The fact that living beings originate by generation from other living beings is one of the circumstances in their history which most completely differentiates them from minerals. This process of generation enters in various ways into the conception of biological species.

For example, it is a generally assumed axiom in biology that whatever proceeds from a living being by way of generation is of the same species as that from which it proceeds, whether the morphological differences between parent and offspring be great or small. The two sexes are often extraordinarily different, and in cases of the so-called alternation of generation the successive zoöids may differ very widely; but, inasmuch as the differing forms in these cases proceed from the same parents, no one doubts that they belong to the same species. The breeds of domesticated animals and plants often differ morphologically as widely as admitted species, but, apart from other considerations, historical evidence that they have the same parentage suffices to cause them to be regarded as of one species.
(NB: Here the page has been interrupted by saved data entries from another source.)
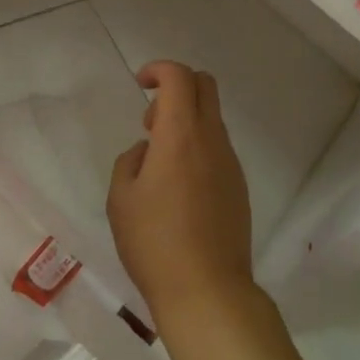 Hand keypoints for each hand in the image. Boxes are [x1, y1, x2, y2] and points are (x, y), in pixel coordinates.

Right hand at [107, 61, 255, 329]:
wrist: (208, 290)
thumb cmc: (154, 242)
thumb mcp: (121, 199)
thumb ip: (130, 161)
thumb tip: (148, 152)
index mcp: (181, 135)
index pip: (179, 77)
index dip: (158, 70)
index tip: (140, 85)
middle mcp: (212, 141)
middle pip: (205, 86)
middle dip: (176, 87)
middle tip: (151, 122)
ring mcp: (231, 164)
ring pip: (212, 119)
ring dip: (186, 121)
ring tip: (159, 164)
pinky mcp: (239, 187)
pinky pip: (218, 148)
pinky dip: (197, 147)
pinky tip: (179, 188) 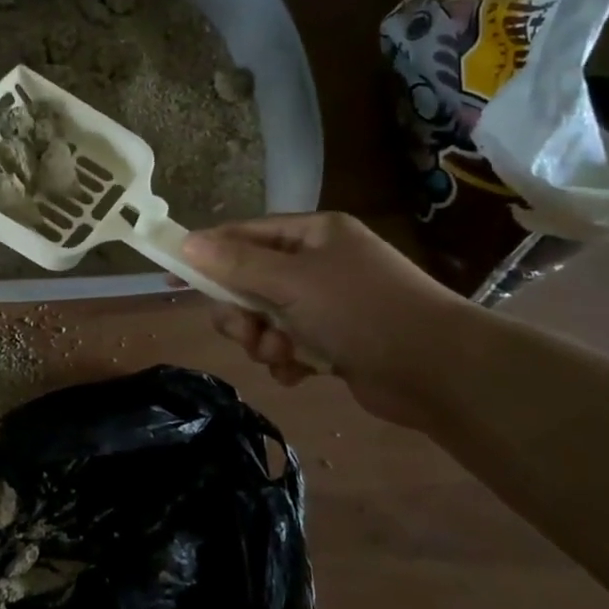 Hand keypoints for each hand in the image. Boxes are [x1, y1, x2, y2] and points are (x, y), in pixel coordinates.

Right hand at [180, 212, 473, 427]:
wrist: (437, 370)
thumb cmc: (361, 310)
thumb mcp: (292, 281)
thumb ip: (236, 263)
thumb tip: (186, 242)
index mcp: (314, 235)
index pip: (246, 235)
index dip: (207, 254)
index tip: (171, 275)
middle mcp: (320, 264)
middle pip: (251, 282)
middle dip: (242, 312)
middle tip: (246, 331)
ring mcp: (329, 305)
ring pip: (266, 319)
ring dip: (264, 341)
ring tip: (282, 356)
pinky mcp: (336, 342)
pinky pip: (289, 346)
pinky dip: (287, 360)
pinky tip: (298, 373) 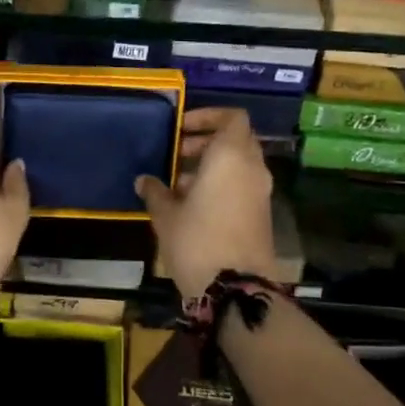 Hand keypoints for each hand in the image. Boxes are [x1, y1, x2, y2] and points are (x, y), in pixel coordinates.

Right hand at [136, 107, 276, 299]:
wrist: (236, 289)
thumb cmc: (197, 240)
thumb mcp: (166, 215)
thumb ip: (155, 191)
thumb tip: (144, 180)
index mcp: (231, 156)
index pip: (232, 117)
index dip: (208, 116)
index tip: (181, 128)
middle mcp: (252, 168)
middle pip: (235, 140)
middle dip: (206, 142)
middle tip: (176, 154)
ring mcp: (260, 192)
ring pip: (238, 164)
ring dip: (211, 166)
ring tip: (177, 183)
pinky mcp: (261, 215)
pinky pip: (241, 186)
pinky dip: (221, 185)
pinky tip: (191, 205) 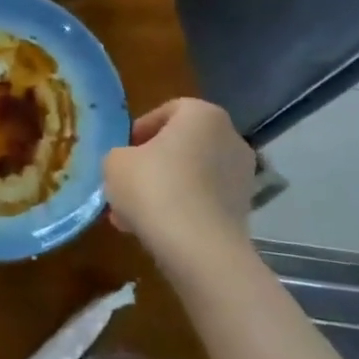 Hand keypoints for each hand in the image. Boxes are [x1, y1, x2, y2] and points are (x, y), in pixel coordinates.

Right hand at [103, 99, 258, 262]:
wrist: (199, 248)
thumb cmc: (153, 187)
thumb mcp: (115, 162)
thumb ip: (119, 155)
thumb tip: (129, 164)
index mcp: (202, 115)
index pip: (169, 110)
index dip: (142, 129)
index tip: (124, 149)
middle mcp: (230, 138)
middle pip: (182, 145)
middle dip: (153, 163)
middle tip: (127, 182)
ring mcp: (242, 176)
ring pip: (191, 176)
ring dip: (164, 189)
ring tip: (132, 214)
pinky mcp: (243, 211)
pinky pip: (203, 201)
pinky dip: (181, 210)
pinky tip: (154, 230) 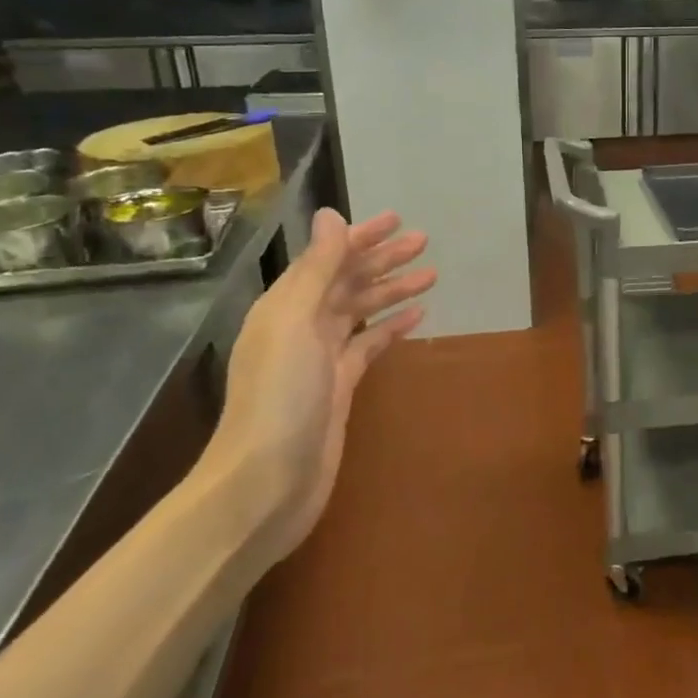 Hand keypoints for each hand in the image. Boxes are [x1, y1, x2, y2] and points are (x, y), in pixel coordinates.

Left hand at [206, 207, 435, 559]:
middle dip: (383, 260)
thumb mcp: (296, 323)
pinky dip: (391, 327)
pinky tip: (417, 316)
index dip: (361, 238)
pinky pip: (369, 345)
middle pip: (347, 281)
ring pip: (361, 311)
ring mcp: (321, 358)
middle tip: (424, 242)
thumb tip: (330, 215)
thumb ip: (316, 269)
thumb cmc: (280, 396)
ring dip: (392, 290)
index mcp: (284, 306)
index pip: (327, 259)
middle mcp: (301, 326)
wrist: (266, 482)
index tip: (398, 221)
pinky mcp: (340, 387)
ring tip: (431, 275)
It is not quite clear that the converse of the axiom which has just been referred to would be admitted, and that living beings which arise from totally distinct parents are of different species, even though morphologically identical. The wellnigh exploded hypothesis of the multiplicity of centres of origin for species of wide distribution implies the belief that groups of individuals which have proceeded from distinctly-created parents may, nevertheless, be of the same species, while the supporters of the no less nearly extinct hypothesis of the independent creation of the fauna and flora of successive formations used to affirm that, although indistinguishable, two forms from separate formations must be of distinct species, because they had been created separately. However, these subtilties have ceased to have any practical importance.

In the next place it is observed that, while individuals of the same morphological species breed freely with one another and give rise to perfectly fertile offspring, the unions of individuals of different morphological species are, as a rule, either unfertile or imperfectly fertile.